_Task statement_
Copy each line of the records that holds the string "Carlos".

_Available data_
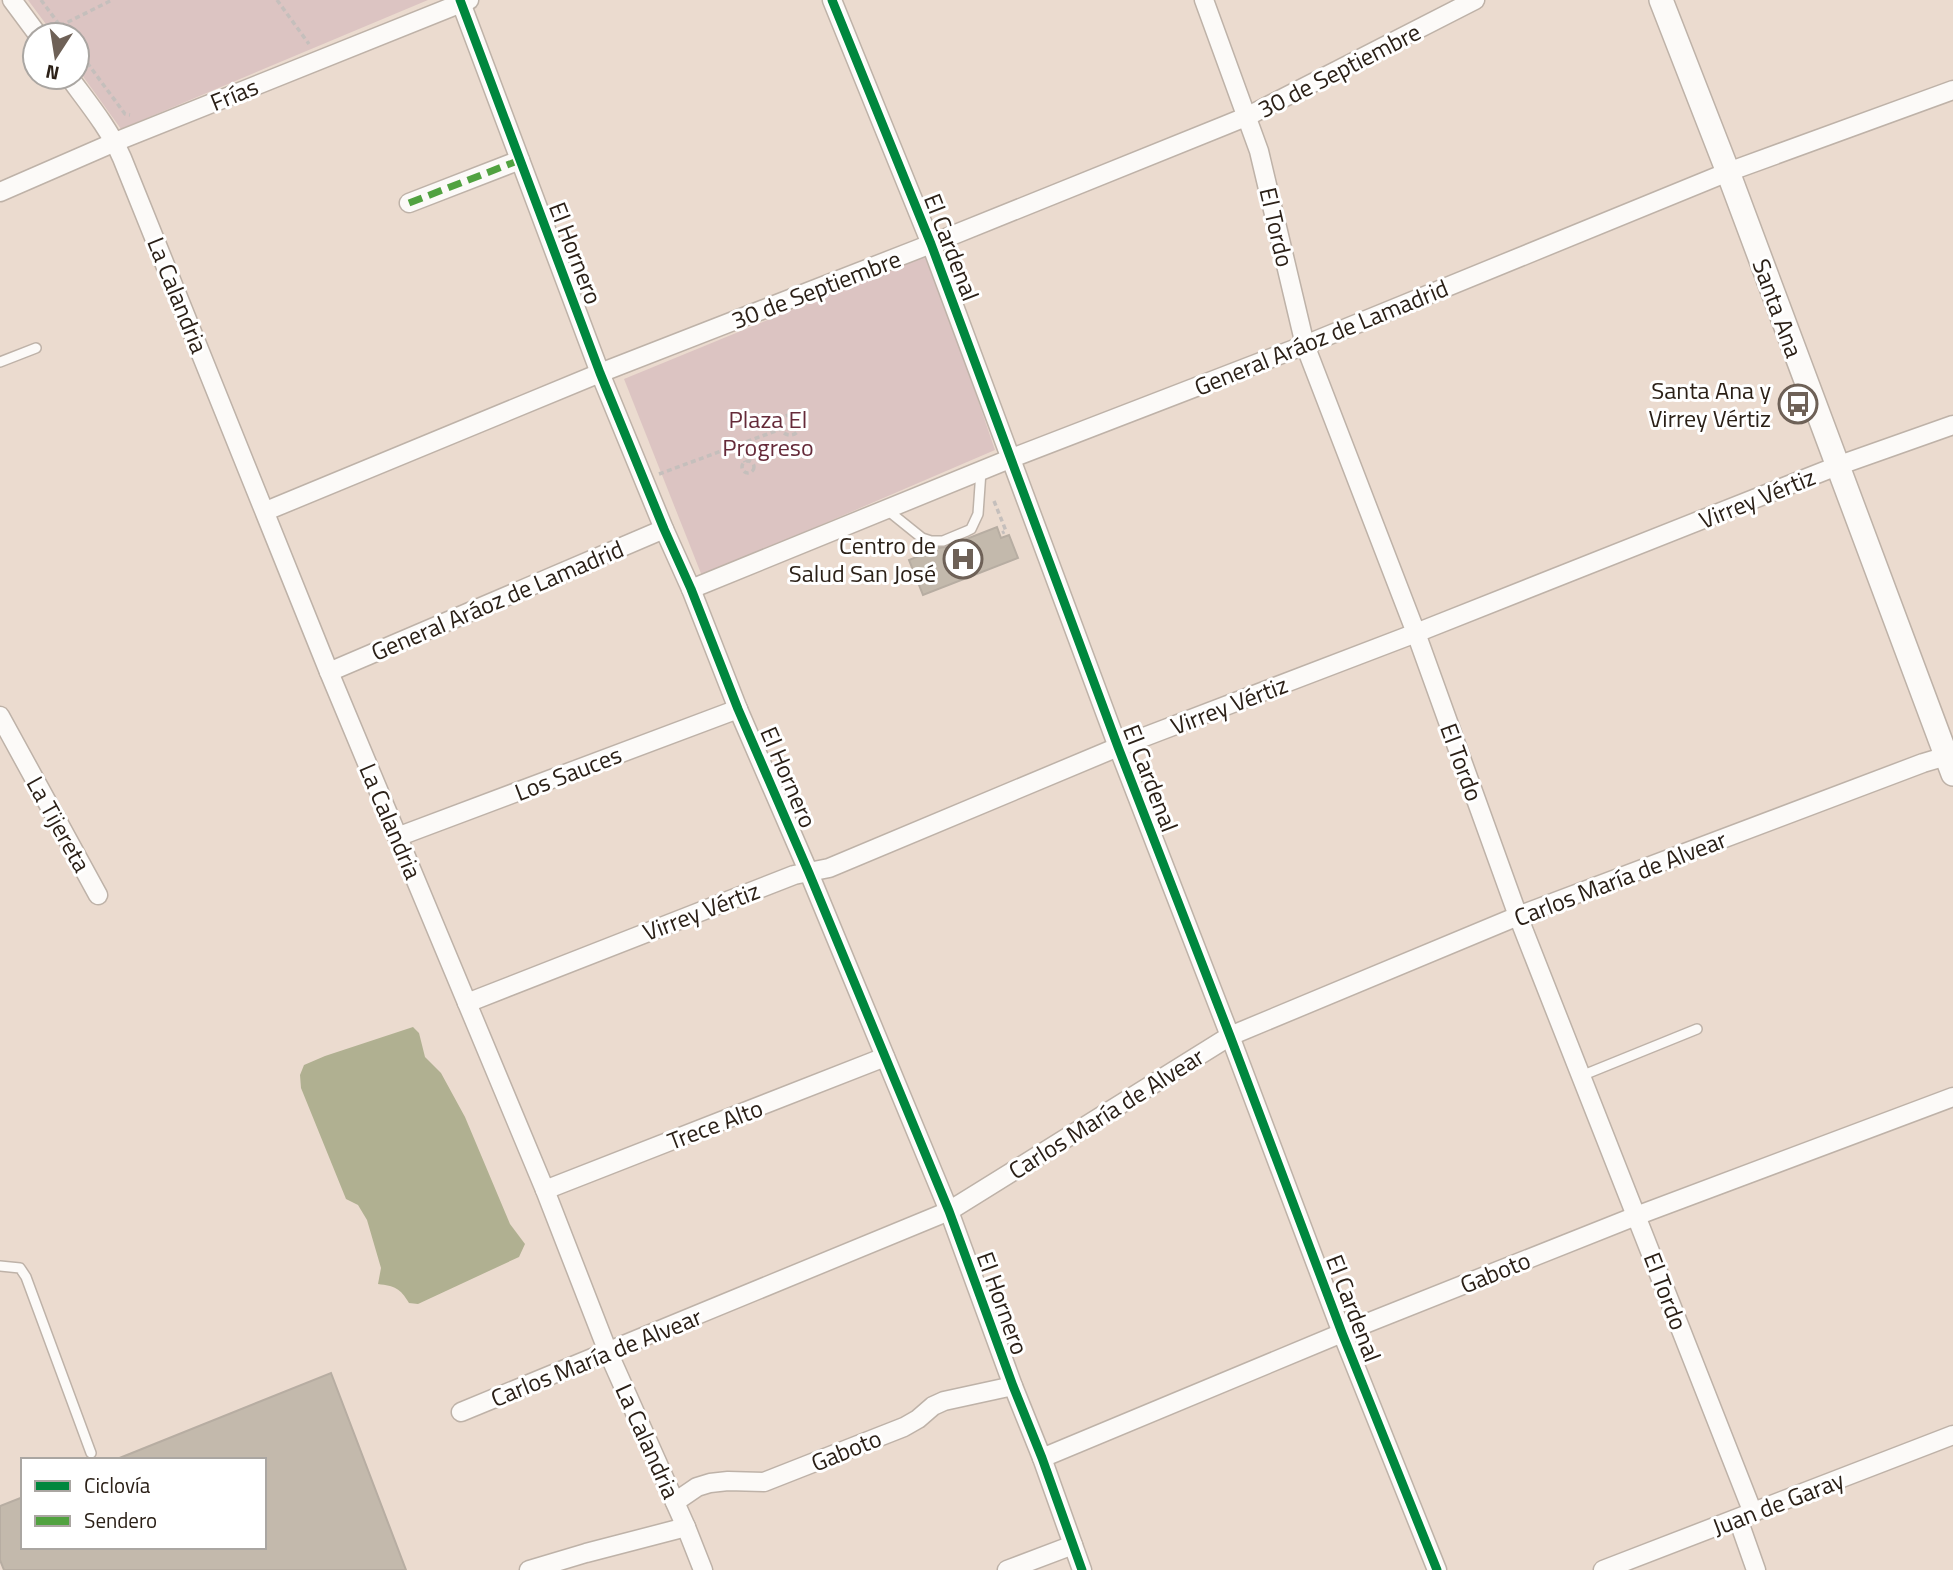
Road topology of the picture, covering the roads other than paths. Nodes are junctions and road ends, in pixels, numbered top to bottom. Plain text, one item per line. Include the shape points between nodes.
1 (12, 0) edge
2 (832, 0) edge
3 (1204, 0) edge
4 (1475, 0) edge
5 (1661, 0) edge
6 (463, 1) edge
7 (28, 21) edge
8 (1953, 90) edge
9 (79, 91) edge
10 (1248, 116) junction
11 (115, 142) junction
12 (520, 160) junction
13 (1728, 172) junction
14 (0, 191) edge
15 (410, 203) dead end
16 (931, 244) junction
17 (1305, 345) junction
18 (36, 348) dead end
19 (0, 362) edge
20 (600, 373) junction
21 (1953, 425) edge
22 (1012, 458) junction
23 (1837, 466) junction
24 (981, 478) junction
25 (887, 509) junction
26 (266, 511) junction
27 (664, 529) junction
28 (691, 589) junction
29 (1416, 633) junction
30 (329, 672) junction
31 (738, 709) junction
32 (0, 716) edge
33 (1118, 747) junction
34 (1951, 761) edge
35 (397, 837) junction
36 (809, 873) junction
37 (98, 895) dead end
38 (1518, 916) junction
39 (467, 1003) junction
40 (1697, 1029) dead end
41 (1230, 1035) junction
42 (885, 1058) junction
43 (1581, 1076) junction
44 (1953, 1097) edge
45 (545, 1190) junction
46 (949, 1211) junction
47 (1636, 1216) junction
48 (0, 1266) edge
49 (1342, 1333) junction
50 (608, 1352) junction
51 (1013, 1386) junction
52 (461, 1412) dead end
53 (1953, 1435) edge
54 (91, 1453) dead end
55 (1042, 1458) junction
56 (675, 1502) junction
57 (1745, 1516) junction
58 (686, 1527) junction
59 (1073, 1545) junction
60 (529, 1570) edge
61 (704, 1570) edge
62 (1007, 1570) edge
63 (1082, 1570) edge
64 (1437, 1570) edge
65 (1603, 1570) edge
66 (1756, 1570) edge

1 - 7 street
2 - 16 street, El Cardenal
3 - 10 street, El Tordo
4 - 10 street, 30 de Septiembre
5 - 13 street, Santa Ana
6 - 11 street, Frías
6 - 12 street, El Hornero
8 - 13 street, General Aráoz de Lamadrid
9 - 11 street, La Calandria
10 - 16 street, 30 de Septiembre
10 - 17 street, El Tordo
11 - 14 street, Frías
11 - 26 street, La Calandria
12 - 15 street
12 - 20 street, El Hornero
13 - 17 street, General Aráoz de Lamadrid
13 - 23 street, Santa Ana
16 - 20 street, 30 de Septiembre
16 - 22 street, El Cardenal
17 - 22 street, General Aráoz de Lamadrid
17 - 29 street, El Tordo
18 - 19 lane
20 - 26 street, 30 de Septiembre
20 - 27 street, El Hornero
21 - 23 street, Virrey Vértiz
22 - 24 street, General Aráoz de Lamadrid
22 - 33 street, El Cardenal
23 - 29 street, Virrey Vértiz
23 - 34 street, Santa Ana
24 - 25 street, General Aráoz de Lamadrid
24 - 25 lane via 978,514 971,528 943,541 922,538
25 - 28 street, General Aráoz de Lamadrid
26 - 30 street, La Calandria
27 - 28 street, El Hornero
27 - 30 street, General Aráoz de Lamadrid
28 - 31 street, El Hornero
29 - 33 street, Virrey Vértiz
29 - 38 street, El Tordo
30 - 35 street, La Calandria
31 - 35 street, Los Sauces
31 - 36 street, El Hornero
32 - 37 street, La Tijereta
33 - 36 street, Virrey Vértiz
33 - 41 street, El Cardenal
34 - 38 street, Carlos María de Alvear via 1923,763
35 - 39 street, La Calandria
36 - 39 street, Virrey Vértiz
36 - 42 street, El Hornero
38 - 41 street, Carlos María de Alvear
38 - 43 street, El Tordo
39 - 45 street, La Calandria
40 - 43 lane
41 - 46 street, Carlos María de Alvear
41 - 49 street, El Cardenal
42 - 45 street, Trece Alto
42 - 46 street, El Hornero
43 - 47 street, El Tordo
44 - 47 street, Gaboto
45 - 50 street, La Calandria
46 - 50 street, Carlos María de Alvear
46 - 51 street, El Hornero
47 - 49 street, Gaboto
47 - 57 street, El Tordo
48 - 54 lane via 20,1268 26,1277
49 - 55 street, Gaboto
49 - 64 street, El Cardenal
50 - 52 street, Carlos María de Alvear
50 - 56 street, La Calandria
51 - 55 street, El Hornero
51 - 56 street, Gaboto via 944,1401 904,1427 764,1482 710,1483
53 - 57 street, Juan de Garay
55 - 59 street, El Hornero
56 - 58 street, La Calandria
57 - 65 street, Juan de Garay
57 - 66 street, El Tordo
58 - 60 street
58 - 61 street, La Calandria
59 - 62 street
59 - 63 street, El Hornero

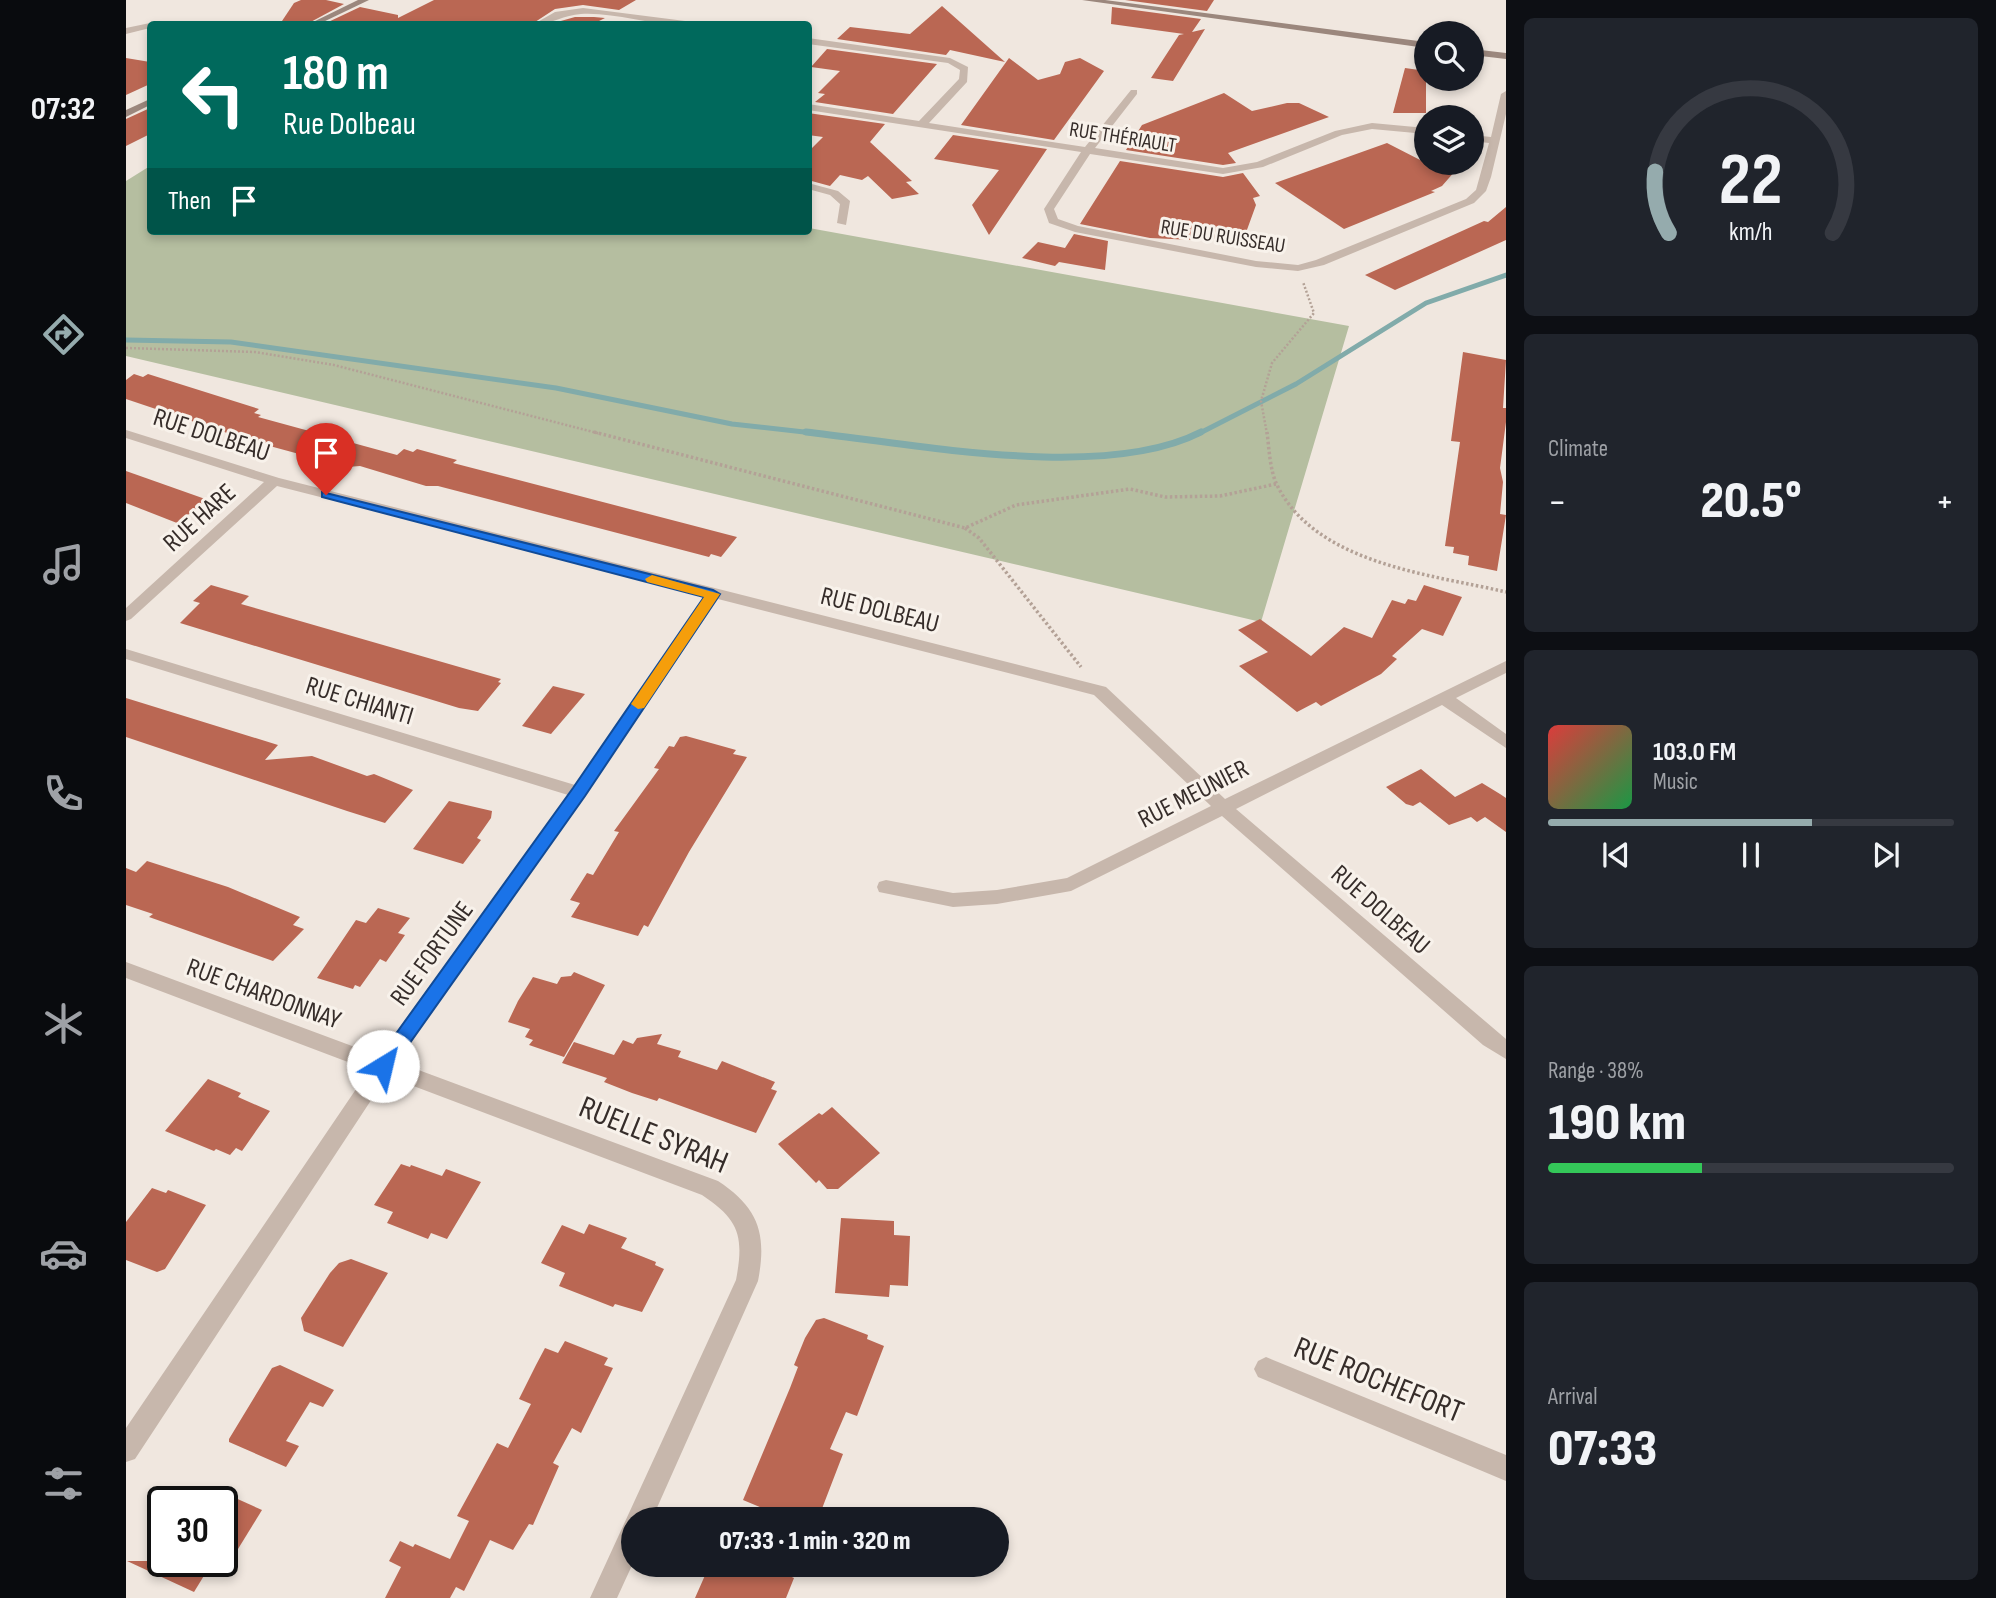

_Task output_
34 - 38 street, Carlos María de Alvear via 1923,763
38 - 41 street, Carlos María de Alvear
41 - 46 street, Carlos María de Alvear
46 - 50 street, Carlos María de Alvear
50 - 52 street, Carlos María de Alvear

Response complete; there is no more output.